6. Take Recovery Days Seriously
The day after a tough workout, the most you want to do is jog lightly or do some form of cross-training, like cycling. You need a recovery day after a hard day. No exceptions. Constantly pushing your body will only result in compromising your body.
7. Strengthen Your Whole Body
Good runners condition their whole bodies. The arms drive the legs. Keep your upper body and core toned with a lot of push-ups, pull-ups, sit-ups, and back raises (don’t forget that the back is part of the core). Exercises like pilates, climbing, and dynamic flexibility work like yoga can help build your supporting muscles and allow you to run better and faster.
8. Get More Sleep
As runners, we need more sleep than the average person. When you train hard, sleeping gives your muscles time to rest. When we sleep, our body releases growth hormone. This is what stimulates muscle growth and repair, as well as bone building and fat burning.

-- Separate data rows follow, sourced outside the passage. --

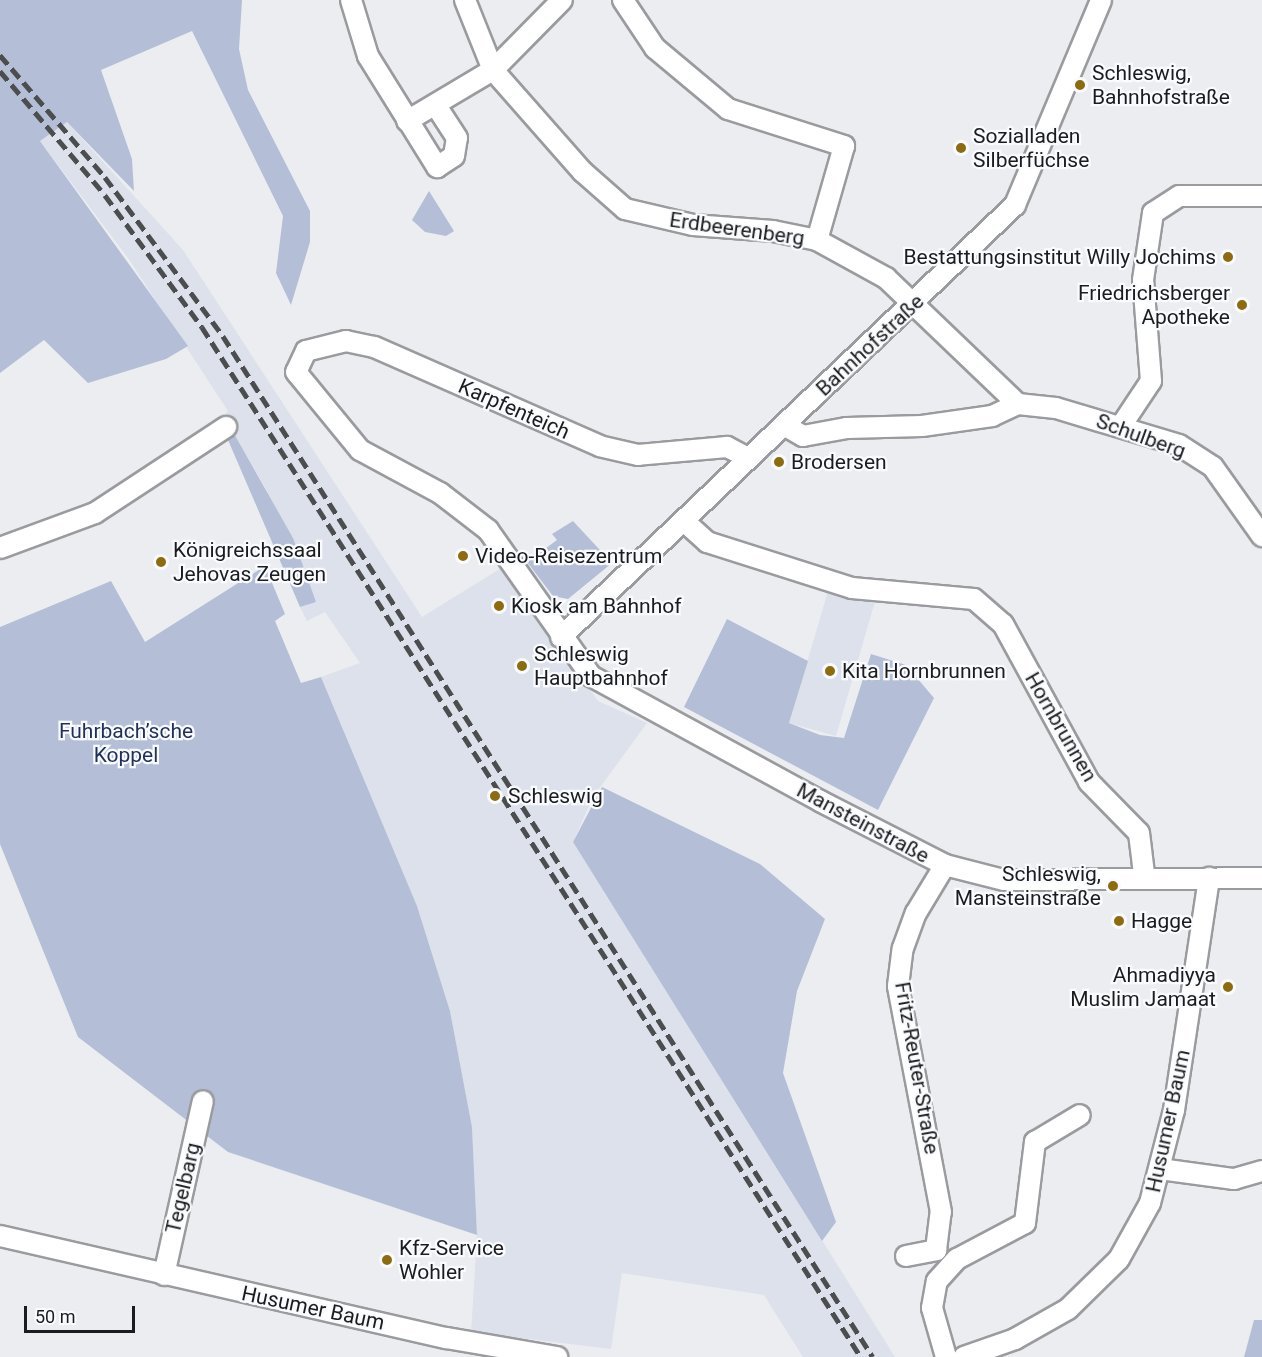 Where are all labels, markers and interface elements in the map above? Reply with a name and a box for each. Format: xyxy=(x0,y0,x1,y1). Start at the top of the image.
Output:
place label: Schleswig, Bahnhofstraße xyxy=(1092,60,1230,110)
marker: Schleswig, Bahnhofstraße xyxy=(1073,78,1087,92)
place label: Sozialladen Silberfüchse xyxy=(973,123,1089,173)
marker: Sozialladen Silberfüchse xyxy=(954,141,968,155)
street label: Erdbeerenberg xyxy=(668,207,806,251)
place label: Bestattungsinstitut Willy Jochims xyxy=(903,244,1216,270)
marker: Bestattungsinstitut Willy Jochims xyxy=(1221,250,1235,264)
place label: Friedrichsberger Apotheke xyxy=(1078,280,1230,330)
street label: Bahnhofstraße xyxy=(811,289,929,401)
marker: Friedrichsberger Apotheke xyxy=(1235,298,1249,312)
street label: Karpfenteich xyxy=(455,373,573,445)
street label: Schulberg xyxy=(1093,408,1189,464)
place label: Brodersen xyxy=(791,449,887,475)
marker: Brodersen xyxy=(772,455,786,469)
place label: Königreichssaal Jehovas Zeugen xyxy=(173,537,326,587)
place label: Video-Reisezentrum xyxy=(475,543,662,569)
marker: Video-Reisezentrum xyxy=(456,549,470,563)
marker: Königreichssaal Jehovas Zeugen xyxy=(154,555,168,569)
place label: Kiosk am Bahnhof xyxy=(511,593,682,619)
marker: Kiosk am Bahnhof xyxy=(492,599,506,613)
place label: Schleswig Hauptbahnhof xyxy=(534,641,668,691)
place label: Kita Hornbrunnen xyxy=(842,658,1006,684)
marker: Schleswig Hauptbahnhof xyxy=(515,659,529,673)
marker: Kita Hornbrunnen xyxy=(823,664,837,678)
street label: Hornbrunnen xyxy=(1020,668,1102,786)
park label: Fuhrbach’sche Koppel xyxy=(59,718,193,768)
street label: Mansteinstraße xyxy=(792,778,934,868)
place label: Schleswig xyxy=(508,783,603,809)
marker: Schleswig xyxy=(486,787,504,805)
place label: Schleswig, Mansteinstraße xyxy=(955,861,1101,911)
marker: Schleswig, Mansteinstraße xyxy=(1106,879,1120,893)
place label: Hagge xyxy=(1131,908,1192,934)
marker: Hagge xyxy=(1112,914,1126,928)
place label: Ahmadiyya Muslim Jamaat xyxy=(1070,962,1216,1012)
street label: Fritz-Reuter-Straße xyxy=(889,980,945,1156)
marker: Ahmadiyya Muslim Jamaat xyxy=(1221,980,1235,994)
street label: Husumer Baum xyxy=(1141,1047,1195,1195)
street label: Tegelbarg xyxy=(160,1140,206,1236)
place label: Kfz-Service Wohler xyxy=(399,1235,504,1285)
marker: Kfz-Service Wohler xyxy=(380,1253,394,1267)
street label: Husumer Baum xyxy=(239,1281,387,1335)
scale bar xyxy=(27,1294,138,1332)
text: 50 m xyxy=(35,1306,75,1327)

It enables you to run again another day.
9. No Food In 2 Hours
Wait for about two hours after a meal before running.
Two hours is the average time for food to empty from the stomach. If you don’t wait long enough, food will not be properly digested, raising the risk of abdominal cramps, bloating, and even vomiting. Try to stick with familiar food that works for your body too.
10. Wear The Right Running Shoes
The second most common cause of injuries, next to running too much on hard surfaces, is foot pronation and shoe instability. Choose a pair of shoes that is lightweight and yet offers the support you need. Also, replace your running shoes once they’ve covered 400 to 500 miles.